* [Work item]:
Set down the entries below exactly as written.

* [Material for the task]:
┌──

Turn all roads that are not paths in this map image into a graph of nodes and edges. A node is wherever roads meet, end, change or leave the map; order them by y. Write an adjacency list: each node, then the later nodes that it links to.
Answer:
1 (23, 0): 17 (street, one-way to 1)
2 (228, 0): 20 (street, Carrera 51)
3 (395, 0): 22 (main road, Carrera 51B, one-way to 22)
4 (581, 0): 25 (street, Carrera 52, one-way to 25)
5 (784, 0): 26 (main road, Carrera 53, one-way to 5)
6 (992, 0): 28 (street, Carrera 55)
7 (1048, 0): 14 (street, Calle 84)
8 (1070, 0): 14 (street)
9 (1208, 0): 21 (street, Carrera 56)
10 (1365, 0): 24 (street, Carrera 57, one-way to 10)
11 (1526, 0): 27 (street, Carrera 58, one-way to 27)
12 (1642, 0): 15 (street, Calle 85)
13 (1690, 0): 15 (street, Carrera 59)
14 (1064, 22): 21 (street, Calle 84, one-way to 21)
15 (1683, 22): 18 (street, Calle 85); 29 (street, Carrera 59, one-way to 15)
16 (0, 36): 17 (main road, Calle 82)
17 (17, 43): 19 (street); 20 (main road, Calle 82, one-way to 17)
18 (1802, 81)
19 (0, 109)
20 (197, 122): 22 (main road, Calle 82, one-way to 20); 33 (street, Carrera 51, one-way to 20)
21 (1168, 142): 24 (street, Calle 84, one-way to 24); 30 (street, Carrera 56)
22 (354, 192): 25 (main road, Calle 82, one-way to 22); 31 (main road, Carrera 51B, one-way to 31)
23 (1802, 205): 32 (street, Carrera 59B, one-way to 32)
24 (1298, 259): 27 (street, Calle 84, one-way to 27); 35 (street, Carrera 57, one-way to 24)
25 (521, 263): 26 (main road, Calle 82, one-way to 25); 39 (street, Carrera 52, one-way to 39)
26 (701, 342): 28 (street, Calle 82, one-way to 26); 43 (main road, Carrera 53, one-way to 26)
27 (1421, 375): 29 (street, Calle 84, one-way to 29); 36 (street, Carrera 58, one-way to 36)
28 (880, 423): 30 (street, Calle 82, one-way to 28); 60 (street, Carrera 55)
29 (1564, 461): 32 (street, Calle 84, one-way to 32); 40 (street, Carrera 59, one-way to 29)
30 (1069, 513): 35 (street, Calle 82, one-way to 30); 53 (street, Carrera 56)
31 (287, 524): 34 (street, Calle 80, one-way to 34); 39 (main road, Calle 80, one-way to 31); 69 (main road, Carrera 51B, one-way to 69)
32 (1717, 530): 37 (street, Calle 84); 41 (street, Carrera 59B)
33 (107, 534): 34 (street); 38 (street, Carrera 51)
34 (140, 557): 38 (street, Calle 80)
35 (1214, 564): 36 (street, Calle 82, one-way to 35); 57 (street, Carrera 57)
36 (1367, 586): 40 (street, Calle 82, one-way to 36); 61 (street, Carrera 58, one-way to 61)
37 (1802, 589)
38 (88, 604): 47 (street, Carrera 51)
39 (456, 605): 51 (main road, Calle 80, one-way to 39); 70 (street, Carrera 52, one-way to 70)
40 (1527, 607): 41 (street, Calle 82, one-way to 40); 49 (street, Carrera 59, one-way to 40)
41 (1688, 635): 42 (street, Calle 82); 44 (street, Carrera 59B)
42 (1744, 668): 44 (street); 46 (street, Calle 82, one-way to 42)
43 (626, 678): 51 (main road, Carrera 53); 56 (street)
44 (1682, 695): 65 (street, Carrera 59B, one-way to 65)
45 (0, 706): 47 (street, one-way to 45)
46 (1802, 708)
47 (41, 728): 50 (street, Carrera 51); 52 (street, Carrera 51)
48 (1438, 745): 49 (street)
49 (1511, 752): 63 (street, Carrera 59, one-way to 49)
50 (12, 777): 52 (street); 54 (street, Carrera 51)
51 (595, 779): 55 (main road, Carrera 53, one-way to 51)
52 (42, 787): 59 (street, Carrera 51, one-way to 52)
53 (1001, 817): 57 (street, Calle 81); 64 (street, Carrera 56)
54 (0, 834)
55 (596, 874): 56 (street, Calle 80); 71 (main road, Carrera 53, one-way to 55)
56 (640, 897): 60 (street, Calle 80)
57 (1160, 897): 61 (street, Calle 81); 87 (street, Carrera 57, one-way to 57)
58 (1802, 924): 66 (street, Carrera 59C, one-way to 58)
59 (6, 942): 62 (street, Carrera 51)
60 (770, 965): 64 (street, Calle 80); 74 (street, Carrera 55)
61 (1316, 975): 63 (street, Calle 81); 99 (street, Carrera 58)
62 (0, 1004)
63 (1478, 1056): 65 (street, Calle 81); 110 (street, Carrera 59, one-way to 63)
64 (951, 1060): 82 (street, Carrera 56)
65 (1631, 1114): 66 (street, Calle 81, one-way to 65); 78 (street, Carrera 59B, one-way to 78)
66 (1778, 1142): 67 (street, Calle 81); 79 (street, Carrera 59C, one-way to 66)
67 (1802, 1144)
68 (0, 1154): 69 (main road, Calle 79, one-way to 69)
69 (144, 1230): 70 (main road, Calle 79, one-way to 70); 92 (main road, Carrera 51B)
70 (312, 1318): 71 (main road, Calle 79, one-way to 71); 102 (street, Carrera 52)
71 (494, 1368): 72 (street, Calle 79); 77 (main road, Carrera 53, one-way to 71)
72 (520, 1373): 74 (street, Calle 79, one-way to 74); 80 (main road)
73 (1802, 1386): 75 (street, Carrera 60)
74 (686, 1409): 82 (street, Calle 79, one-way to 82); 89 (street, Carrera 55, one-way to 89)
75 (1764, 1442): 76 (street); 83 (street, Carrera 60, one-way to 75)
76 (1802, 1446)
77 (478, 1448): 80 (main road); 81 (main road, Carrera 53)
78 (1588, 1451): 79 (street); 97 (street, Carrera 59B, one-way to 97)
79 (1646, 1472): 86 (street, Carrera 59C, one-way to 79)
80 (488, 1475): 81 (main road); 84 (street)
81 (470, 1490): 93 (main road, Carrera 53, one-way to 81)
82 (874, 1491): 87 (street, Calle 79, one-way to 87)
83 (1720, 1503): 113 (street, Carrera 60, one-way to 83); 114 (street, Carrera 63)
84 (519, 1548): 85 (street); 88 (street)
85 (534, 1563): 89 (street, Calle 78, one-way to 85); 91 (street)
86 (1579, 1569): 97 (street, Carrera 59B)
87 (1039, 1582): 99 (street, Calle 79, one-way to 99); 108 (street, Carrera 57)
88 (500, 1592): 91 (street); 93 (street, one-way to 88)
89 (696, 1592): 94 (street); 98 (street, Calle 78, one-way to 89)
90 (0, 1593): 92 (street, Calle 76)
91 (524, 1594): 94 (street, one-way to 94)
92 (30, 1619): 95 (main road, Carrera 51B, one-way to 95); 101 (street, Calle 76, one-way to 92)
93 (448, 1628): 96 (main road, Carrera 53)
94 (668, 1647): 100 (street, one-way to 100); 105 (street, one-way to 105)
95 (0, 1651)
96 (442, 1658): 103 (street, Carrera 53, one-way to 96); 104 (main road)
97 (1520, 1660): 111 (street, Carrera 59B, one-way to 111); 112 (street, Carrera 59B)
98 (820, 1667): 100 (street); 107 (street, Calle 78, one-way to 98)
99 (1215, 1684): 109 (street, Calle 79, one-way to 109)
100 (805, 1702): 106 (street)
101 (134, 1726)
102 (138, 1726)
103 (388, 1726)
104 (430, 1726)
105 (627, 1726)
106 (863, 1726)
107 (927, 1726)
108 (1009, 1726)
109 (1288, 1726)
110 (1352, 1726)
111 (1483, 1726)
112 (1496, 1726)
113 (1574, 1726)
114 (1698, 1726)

└──

* [Worked solution]:
Turn all roads that are not paths in this map image into a graph of nodes and edges. A node is wherever roads meet, end, change or leave the map; order them by y. Write an adjacency list: each node, then the later nodes that it links to.
Answer:
1 (23, 0): 17 (street, one-way to 1)
2 (228, 0): 20 (street, Carrera 51)
3 (395, 0): 22 (main road, Carrera 51B, one-way to 22)
4 (581, 0): 25 (street, Carrera 52, one-way to 25)
5 (784, 0): 26 (main road, Carrera 53, one-way to 5)
6 (992, 0): 28 (street, Carrera 55)
7 (1048, 0): 14 (street, Calle 84)
8 (1070, 0): 14 (street)
9 (1208, 0): 21 (street, Carrera 56)
10 (1365, 0): 24 (street, Carrera 57, one-way to 10)
11 (1526, 0): 27 (street, Carrera 58, one-way to 27)
12 (1642, 0): 15 (street, Calle 85)
13 (1690, 0): 15 (street, Carrera 59)
14 (1064, 22): 21 (street, Calle 84, one-way to 21)
15 (1683, 22): 18 (street, Calle 85); 29 (street, Carrera 59, one-way to 15)
16 (0, 36): 17 (main road, Calle 82)
17 (17, 43): 19 (street); 20 (main road, Calle 82, one-way to 17)
18 (1802, 81)
19 (0, 109)
20 (197, 122): 22 (main road, Calle 82, one-way to 20); 33 (street, Carrera 51, one-way to 20)
21 (1168, 142): 24 (street, Calle 84, one-way to 24); 30 (street, Carrera 56)
22 (354, 192): 25 (main road, Calle 82, one-way to 22); 31 (main road, Carrera 51B, one-way to 31)
23 (1802, 205): 32 (street, Carrera 59B, one-way to 32)
24 (1298, 259): 27 (street, Calle 84, one-way to 27); 35 (street, Carrera 57, one-way to 24)
25 (521, 263): 26 (main road, Calle 82, one-way to 25); 39 (street, Carrera 52, one-way to 39)
26 (701, 342): 28 (street, Calle 82, one-way to 26); 43 (main road, Carrera 53, one-way to 26)
27 (1421, 375): 29 (street, Calle 84, one-way to 29); 36 (street, Carrera 58, one-way to 36)
28 (880, 423): 30 (street, Calle 82, one-way to 28); 60 (street, Carrera 55)
29 (1564, 461): 32 (street, Calle 84, one-way to 32); 40 (street, Carrera 59, one-way to 29)
30 (1069, 513): 35 (street, Calle 82, one-way to 30); 53 (street, Carrera 56)
31 (287, 524): 34 (street, Calle 80, one-way to 34); 39 (main road, Calle 80, one-way to 31); 69 (main road, Carrera 51B, one-way to 69)
32 (1717, 530): 37 (street, Calle 84); 41 (street, Carrera 59B)
33 (107, 534): 34 (street); 38 (street, Carrera 51)
34 (140, 557): 38 (street, Calle 80)
35 (1214, 564): 36 (street, Calle 82, one-way to 35); 57 (street, Carrera 57)
36 (1367, 586): 40 (street, Calle 82, one-way to 36); 61 (street, Carrera 58, one-way to 61)
37 (1802, 589)
38 (88, 604): 47 (street, Carrera 51)
39 (456, 605): 51 (main road, Calle 80, one-way to 39); 70 (street, Carrera 52, one-way to 70)
40 (1527, 607): 41 (street, Calle 82, one-way to 40); 49 (street, Carrera 59, one-way to 40)
41 (1688, 635): 42 (street, Calle 82); 44 (street, Carrera 59B)
42 (1744, 668): 44 (street); 46 (street, Calle 82, one-way to 42)
43 (626, 678): 51 (main road, Carrera 53); 56 (street)
44 (1682, 695): 65 (street, Carrera 59B, one-way to 65)
45 (0, 706): 47 (street, one-way to 45)
46 (1802, 708)
47 (41, 728): 50 (street, Carrera 51); 52 (street, Carrera 51)
48 (1438, 745): 49 (street)
49 (1511, 752): 63 (street, Carrera 59, one-way to 49)
50 (12, 777): 52 (street); 54 (street, Carrera 51)
51 (595, 779): 55 (main road, Carrera 53, one-way to 51)
52 (42, 787): 59 (street, Carrera 51, one-way to 52)
53 (1001, 817): 57 (street, Calle 81); 64 (street, Carrera 56)
54 (0, 834)
55 (596, 874): 56 (street, Calle 80); 71 (main road, Carrera 53, one-way to 55)
56 (640, 897): 60 (street, Calle 80)
57 (1160, 897): 61 (street, Calle 81); 87 (street, Carrera 57, one-way to 57)
58 (1802, 924): 66 (street, Carrera 59C, one-way to 58)
59 (6, 942): 62 (street, Carrera 51)
60 (770, 965): 64 (street, Calle 80); 74 (street, Carrera 55)
61 (1316, 975): 63 (street, Calle 81); 99 (street, Carrera 58)
62 (0, 1004)
63 (1478, 1056): 65 (street, Calle 81); 110 (street, Carrera 59, one-way to 63)
64 (951, 1060): 82 (street, Carrera 56)
65 (1631, 1114): 66 (street, Calle 81, one-way to 65); 78 (street, Carrera 59B, one-way to 78)
66 (1778, 1142): 67 (street, Calle 81); 79 (street, Carrera 59C, one-way to 66)
67 (1802, 1144)
68 (0, 1154): 69 (main road, Calle 79, one-way to 69)
69 (144, 1230): 70 (main road, Calle 79, one-way to 70); 92 (main road, Carrera 51B)
70 (312, 1318): 71 (main road, Calle 79, one-way to 71); 102 (street, Carrera 52)
71 (494, 1368): 72 (street, Calle 79); 77 (main road, Carrera 53, one-way to 71)
72 (520, 1373): 74 (street, Calle 79, one-way to 74); 80 (main road)
73 (1802, 1386): 75 (street, Carrera 60)
74 (686, 1409): 82 (street, Calle 79, one-way to 82); 89 (street, Carrera 55, one-way to 89)
75 (1764, 1442): 76 (street); 83 (street, Carrera 60, one-way to 75)
76 (1802, 1446)
77 (478, 1448): 80 (main road); 81 (main road, Carrera 53)
78 (1588, 1451): 79 (street); 97 (street, Carrera 59B, one-way to 97)
79 (1646, 1472): 86 (street, Carrera 59C, one-way to 79)
80 (488, 1475): 81 (main road); 84 (street)
81 (470, 1490): 93 (main road, Carrera 53, one-way to 81)
82 (874, 1491): 87 (street, Calle 79, one-way to 87)
83 (1720, 1503): 113 (street, Carrera 60, one-way to 83); 114 (street, Carrera 63)
84 (519, 1548): 85 (street); 88 (street)
85 (534, 1563): 89 (street, Calle 78, one-way to 85); 91 (street)
86 (1579, 1569): 97 (street, Carrera 59B)
87 (1039, 1582): 99 (street, Calle 79, one-way to 99); 108 (street, Carrera 57)
88 (500, 1592): 91 (street); 93 (street, one-way to 88)
89 (696, 1592): 94 (street); 98 (street, Calle 78, one-way to 89)
90 (0, 1593): 92 (street, Calle 76)
91 (524, 1594): 94 (street, one-way to 94)
92 (30, 1619): 95 (main road, Carrera 51B, one-way to 95); 101 (street, Calle 76, one-way to 92)
93 (448, 1628): 96 (main road, Carrera 53)
94 (668, 1647): 100 (street, one-way to 100); 105 (street, one-way to 105)
95 (0, 1651)
96 (442, 1658): 103 (street, Carrera 53, one-way to 96); 104 (main road)
97 (1520, 1660): 111 (street, Carrera 59B, one-way to 111); 112 (street, Carrera 59B)
98 (820, 1667): 100 (street); 107 (street, Calle 78, one-way to 98)
99 (1215, 1684): 109 (street, Calle 79, one-way to 109)
100 (805, 1702): 106 (street)
101 (134, 1726)
102 (138, 1726)
103 (388, 1726)
104 (430, 1726)
105 (627, 1726)
106 (863, 1726)
107 (927, 1726)
108 (1009, 1726)
109 (1288, 1726)
110 (1352, 1726)
111 (1483, 1726)
112 (1496, 1726)
113 (1574, 1726)
114 (1698, 1726)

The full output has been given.